### Problem to solve:
Look through the data below and work out how many lines hold "Crizantemelor"; state only the number.

### Provided material:
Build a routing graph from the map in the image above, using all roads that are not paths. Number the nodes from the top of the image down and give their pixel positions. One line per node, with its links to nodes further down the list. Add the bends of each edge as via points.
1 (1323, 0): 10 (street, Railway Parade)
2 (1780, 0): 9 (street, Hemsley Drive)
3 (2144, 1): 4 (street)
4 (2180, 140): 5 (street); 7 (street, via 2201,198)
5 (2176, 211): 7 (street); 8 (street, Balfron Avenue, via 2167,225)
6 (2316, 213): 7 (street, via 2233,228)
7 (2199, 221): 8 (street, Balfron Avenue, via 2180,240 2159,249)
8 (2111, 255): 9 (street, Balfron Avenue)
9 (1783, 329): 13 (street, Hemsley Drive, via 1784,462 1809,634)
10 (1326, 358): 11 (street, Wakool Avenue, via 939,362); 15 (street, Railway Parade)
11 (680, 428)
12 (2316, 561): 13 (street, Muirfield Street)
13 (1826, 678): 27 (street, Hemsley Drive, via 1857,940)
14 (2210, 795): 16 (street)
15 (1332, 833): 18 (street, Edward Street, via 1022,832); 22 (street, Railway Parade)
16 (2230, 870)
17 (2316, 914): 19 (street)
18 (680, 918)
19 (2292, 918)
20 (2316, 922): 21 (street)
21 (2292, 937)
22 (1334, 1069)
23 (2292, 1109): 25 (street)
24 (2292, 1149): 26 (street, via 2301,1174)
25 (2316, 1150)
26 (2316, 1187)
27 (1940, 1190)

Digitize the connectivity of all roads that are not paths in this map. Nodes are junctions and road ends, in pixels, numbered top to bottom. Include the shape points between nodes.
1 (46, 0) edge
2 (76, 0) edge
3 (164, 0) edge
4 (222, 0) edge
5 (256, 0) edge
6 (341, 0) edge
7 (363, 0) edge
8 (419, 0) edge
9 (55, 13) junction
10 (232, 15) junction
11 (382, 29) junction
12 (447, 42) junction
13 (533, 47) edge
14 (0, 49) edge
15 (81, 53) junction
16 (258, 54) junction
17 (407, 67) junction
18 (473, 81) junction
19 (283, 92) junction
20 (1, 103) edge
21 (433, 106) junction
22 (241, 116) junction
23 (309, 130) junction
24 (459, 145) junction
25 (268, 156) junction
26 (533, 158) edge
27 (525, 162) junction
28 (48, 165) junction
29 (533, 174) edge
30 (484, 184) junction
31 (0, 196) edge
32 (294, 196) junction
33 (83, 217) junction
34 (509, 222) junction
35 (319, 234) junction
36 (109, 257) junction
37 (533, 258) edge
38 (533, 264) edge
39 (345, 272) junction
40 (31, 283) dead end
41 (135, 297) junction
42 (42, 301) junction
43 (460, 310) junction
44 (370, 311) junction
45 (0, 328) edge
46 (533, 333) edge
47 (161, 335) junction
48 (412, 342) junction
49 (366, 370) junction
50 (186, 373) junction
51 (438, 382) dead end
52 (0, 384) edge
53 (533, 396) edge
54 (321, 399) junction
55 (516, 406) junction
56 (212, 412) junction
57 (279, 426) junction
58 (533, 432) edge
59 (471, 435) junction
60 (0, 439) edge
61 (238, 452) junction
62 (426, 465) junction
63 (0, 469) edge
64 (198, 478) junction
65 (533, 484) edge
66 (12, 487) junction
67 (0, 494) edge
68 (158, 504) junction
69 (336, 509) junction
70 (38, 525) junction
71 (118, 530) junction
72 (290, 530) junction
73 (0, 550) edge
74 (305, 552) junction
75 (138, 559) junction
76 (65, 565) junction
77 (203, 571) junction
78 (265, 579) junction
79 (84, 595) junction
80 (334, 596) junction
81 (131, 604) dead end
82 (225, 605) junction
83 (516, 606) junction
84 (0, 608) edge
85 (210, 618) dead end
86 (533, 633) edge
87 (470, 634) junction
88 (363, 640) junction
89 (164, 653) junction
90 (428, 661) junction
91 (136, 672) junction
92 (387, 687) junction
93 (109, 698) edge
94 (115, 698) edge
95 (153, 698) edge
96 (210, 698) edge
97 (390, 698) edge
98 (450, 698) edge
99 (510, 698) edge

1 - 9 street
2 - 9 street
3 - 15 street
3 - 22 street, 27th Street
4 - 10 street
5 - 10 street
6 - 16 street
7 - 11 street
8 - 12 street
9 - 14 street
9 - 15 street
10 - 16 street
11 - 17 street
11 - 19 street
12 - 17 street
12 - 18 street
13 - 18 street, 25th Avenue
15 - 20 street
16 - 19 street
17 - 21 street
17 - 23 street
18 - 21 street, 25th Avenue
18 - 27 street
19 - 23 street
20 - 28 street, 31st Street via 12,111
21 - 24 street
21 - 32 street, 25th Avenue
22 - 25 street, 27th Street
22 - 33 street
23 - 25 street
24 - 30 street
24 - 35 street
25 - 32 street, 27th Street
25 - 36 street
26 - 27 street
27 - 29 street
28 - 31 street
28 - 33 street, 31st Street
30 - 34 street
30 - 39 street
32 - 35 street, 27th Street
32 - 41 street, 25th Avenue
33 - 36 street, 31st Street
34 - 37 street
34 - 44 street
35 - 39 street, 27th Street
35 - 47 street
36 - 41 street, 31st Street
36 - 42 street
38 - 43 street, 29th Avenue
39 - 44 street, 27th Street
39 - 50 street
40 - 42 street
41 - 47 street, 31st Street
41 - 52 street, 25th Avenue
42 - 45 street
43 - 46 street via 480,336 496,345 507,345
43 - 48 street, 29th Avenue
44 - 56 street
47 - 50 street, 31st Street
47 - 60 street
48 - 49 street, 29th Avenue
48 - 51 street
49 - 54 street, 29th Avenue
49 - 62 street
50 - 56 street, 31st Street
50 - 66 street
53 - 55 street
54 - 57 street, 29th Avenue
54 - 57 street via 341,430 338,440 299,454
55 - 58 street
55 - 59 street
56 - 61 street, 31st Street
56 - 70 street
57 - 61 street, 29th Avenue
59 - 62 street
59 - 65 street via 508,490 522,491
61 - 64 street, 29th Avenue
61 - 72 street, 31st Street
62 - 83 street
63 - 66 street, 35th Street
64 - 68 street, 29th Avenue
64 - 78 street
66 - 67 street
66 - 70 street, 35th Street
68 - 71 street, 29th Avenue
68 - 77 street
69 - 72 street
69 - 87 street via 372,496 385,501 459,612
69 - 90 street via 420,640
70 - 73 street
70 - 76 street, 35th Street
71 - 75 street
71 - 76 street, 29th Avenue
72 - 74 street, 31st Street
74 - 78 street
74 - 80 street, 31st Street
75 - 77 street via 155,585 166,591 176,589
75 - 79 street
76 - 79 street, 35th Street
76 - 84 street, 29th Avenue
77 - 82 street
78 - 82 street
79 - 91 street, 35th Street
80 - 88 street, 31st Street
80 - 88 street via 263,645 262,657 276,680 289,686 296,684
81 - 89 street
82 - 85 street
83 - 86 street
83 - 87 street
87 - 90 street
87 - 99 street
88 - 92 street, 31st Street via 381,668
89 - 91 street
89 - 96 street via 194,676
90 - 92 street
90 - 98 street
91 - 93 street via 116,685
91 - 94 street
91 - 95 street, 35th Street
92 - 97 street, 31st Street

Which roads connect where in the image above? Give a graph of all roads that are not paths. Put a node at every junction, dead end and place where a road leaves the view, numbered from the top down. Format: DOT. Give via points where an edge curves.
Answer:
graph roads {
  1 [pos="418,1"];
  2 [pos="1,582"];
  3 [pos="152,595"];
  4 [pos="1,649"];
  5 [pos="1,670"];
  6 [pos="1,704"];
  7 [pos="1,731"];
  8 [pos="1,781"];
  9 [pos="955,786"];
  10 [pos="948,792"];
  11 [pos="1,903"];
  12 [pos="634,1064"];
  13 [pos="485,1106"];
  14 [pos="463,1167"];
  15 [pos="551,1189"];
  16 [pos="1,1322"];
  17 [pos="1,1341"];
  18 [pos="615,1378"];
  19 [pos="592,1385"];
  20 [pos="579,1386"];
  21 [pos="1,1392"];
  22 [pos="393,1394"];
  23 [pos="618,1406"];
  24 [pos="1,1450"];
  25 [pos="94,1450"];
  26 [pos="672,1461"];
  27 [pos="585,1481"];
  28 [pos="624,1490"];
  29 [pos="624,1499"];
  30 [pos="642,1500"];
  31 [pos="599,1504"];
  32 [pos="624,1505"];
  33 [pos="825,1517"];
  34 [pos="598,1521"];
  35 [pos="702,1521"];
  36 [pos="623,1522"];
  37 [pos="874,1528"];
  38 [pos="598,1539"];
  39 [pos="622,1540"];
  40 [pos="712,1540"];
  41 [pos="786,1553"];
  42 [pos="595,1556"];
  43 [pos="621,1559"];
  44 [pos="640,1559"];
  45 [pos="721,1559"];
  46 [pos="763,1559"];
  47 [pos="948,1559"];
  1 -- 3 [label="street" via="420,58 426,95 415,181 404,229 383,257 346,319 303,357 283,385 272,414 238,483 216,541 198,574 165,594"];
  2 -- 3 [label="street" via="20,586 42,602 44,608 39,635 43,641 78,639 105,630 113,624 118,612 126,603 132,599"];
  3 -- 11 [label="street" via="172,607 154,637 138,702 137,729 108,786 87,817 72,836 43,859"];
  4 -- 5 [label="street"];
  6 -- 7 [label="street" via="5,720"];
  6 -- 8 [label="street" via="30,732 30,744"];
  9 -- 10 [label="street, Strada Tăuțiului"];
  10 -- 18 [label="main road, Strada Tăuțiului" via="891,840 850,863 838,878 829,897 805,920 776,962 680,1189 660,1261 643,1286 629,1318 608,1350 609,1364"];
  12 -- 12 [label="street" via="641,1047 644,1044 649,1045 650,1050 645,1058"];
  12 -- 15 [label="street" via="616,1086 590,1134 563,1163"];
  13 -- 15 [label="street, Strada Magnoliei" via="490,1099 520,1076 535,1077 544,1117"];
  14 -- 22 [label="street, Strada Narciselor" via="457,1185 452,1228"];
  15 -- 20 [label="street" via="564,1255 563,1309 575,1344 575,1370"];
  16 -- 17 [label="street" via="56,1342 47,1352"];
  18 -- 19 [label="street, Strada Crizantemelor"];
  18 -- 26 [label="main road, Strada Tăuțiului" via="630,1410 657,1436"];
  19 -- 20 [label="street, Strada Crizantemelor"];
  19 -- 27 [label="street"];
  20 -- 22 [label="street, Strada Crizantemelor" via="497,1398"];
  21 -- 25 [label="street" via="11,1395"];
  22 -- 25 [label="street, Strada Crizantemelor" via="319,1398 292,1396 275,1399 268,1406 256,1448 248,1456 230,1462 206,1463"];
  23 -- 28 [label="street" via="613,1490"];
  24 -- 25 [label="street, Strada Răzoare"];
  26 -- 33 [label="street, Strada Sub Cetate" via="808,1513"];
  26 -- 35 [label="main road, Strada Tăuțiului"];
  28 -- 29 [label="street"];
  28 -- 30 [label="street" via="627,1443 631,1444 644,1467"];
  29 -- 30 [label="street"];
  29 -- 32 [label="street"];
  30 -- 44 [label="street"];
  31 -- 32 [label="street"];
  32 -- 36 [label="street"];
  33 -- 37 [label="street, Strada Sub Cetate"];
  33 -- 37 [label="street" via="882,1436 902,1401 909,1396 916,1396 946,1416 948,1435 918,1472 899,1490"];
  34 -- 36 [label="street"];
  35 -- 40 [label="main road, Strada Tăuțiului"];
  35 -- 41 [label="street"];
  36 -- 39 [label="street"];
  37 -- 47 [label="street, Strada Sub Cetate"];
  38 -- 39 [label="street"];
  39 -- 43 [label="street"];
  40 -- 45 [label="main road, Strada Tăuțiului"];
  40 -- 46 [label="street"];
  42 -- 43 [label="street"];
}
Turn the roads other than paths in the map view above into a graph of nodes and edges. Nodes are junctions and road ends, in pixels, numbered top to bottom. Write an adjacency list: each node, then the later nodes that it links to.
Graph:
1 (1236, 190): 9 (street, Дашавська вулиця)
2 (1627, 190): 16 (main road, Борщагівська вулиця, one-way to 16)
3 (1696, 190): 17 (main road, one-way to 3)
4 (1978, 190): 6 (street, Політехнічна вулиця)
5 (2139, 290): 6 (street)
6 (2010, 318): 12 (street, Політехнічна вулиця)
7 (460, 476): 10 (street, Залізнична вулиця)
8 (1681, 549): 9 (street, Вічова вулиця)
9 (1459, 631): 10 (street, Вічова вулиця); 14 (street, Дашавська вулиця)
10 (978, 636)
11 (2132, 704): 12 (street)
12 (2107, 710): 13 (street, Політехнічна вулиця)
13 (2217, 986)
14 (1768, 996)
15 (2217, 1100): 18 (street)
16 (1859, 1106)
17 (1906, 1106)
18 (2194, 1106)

### Response box:
4